An awl also sounds like a preternatural Gestalt, and this magazine’s second consecutive story — imparting osmotic prosetry as part of its message and plot — apotheosises the aggregate nature of identity (witty, evocatively tactile and down to earth, too), and accidentally re-summons the machine/ man methods of identity-planting for specific purposes in the earlier Tim Lees story, here with a man and a car, and the widow who uses both him and it in holistic tandem as a surrogate of her beloved dead husband. With awl that that entails.
“So many filers of paperwork out there, doing everything right but not finding anyone to pay them…”
Fliers of paperwork, too, a descript for Interzone paper, planes crashing in slow Zeno’s Paradox motion, with a “rainbow of parachutes”, passengers dangling. This is POV of another Tim Lees type “soldier”, this time with a cyber brain making him work, although he has a self as a believable narrator with discrete yearnings to date the woman who ‘chooses’ to sit by him in a bus, as they watch such a plane veering… meanwhile, this is a core story as a prophecy (written before it happened) of today’s American shutdown or culminating ‘zero day’. Here of stock markets. If not drones at Gatwick? Part of the hacking wars in 2036 and social media infiltration in hotspots of night clubs neatly called Relik, as he homes nearer, again by Zeno’s Paradox, to the previous bus co-passenger and his own (triumphant?) destiny as ‘soldier’. Some beautiful images and words in this significant work. Its stars stab you in the eye.
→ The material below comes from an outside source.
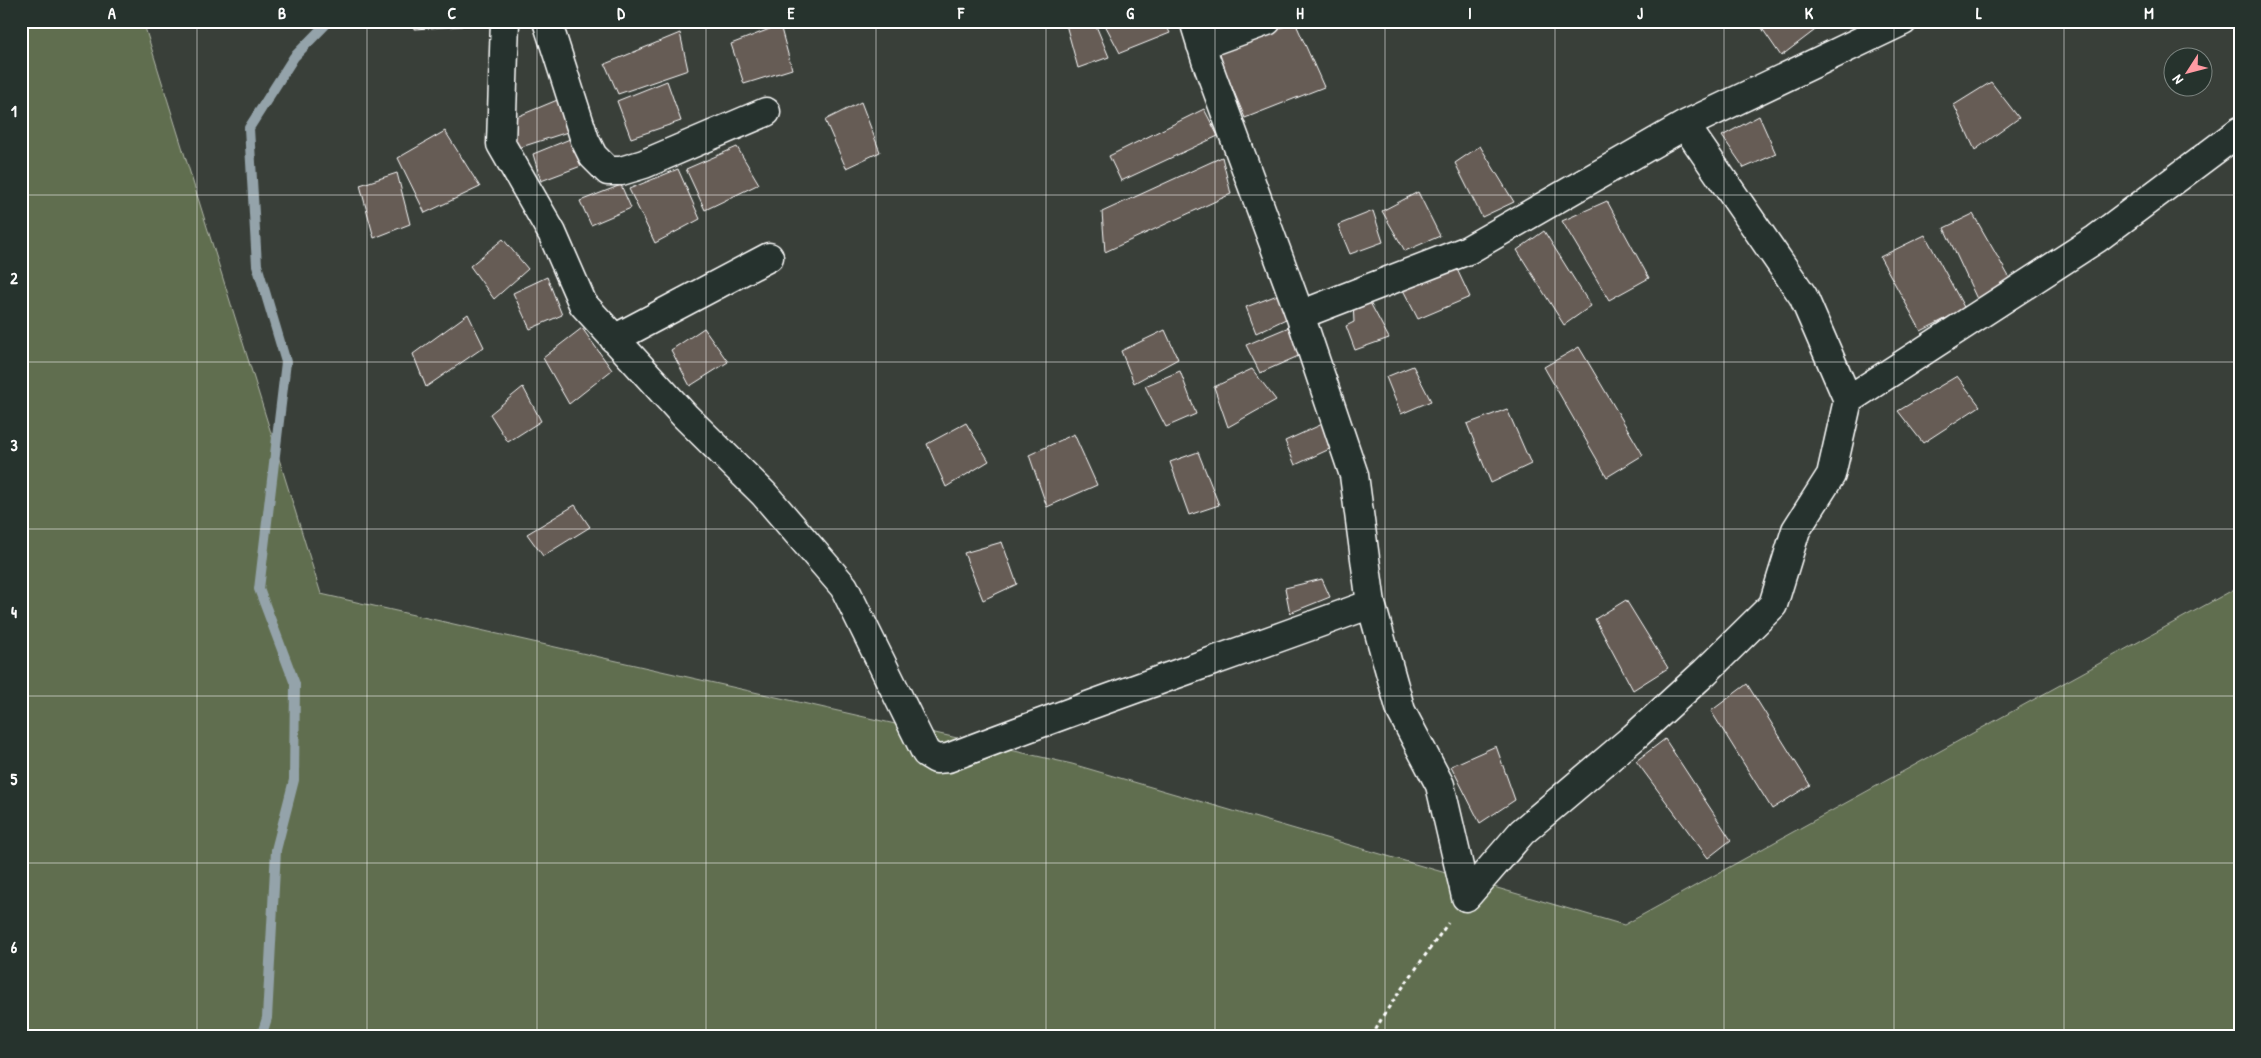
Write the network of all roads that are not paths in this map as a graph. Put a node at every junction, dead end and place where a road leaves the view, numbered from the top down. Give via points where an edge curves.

“Who asks soldiers what they think?”
A fine, if accidental, coda to this set of fiction, a set dealing with hybrid soldiers (hybrid in various ways) and the morality of war, also in various ways, often involving love as well as violence. This one has the aura of earlier osmotic prosetry (its soldiers akin to the wood in Macbeth) interweaving a court case dialogue with the side comments of the woman being accused. Poignant coda, indeed. As well as a discrete work to cherish.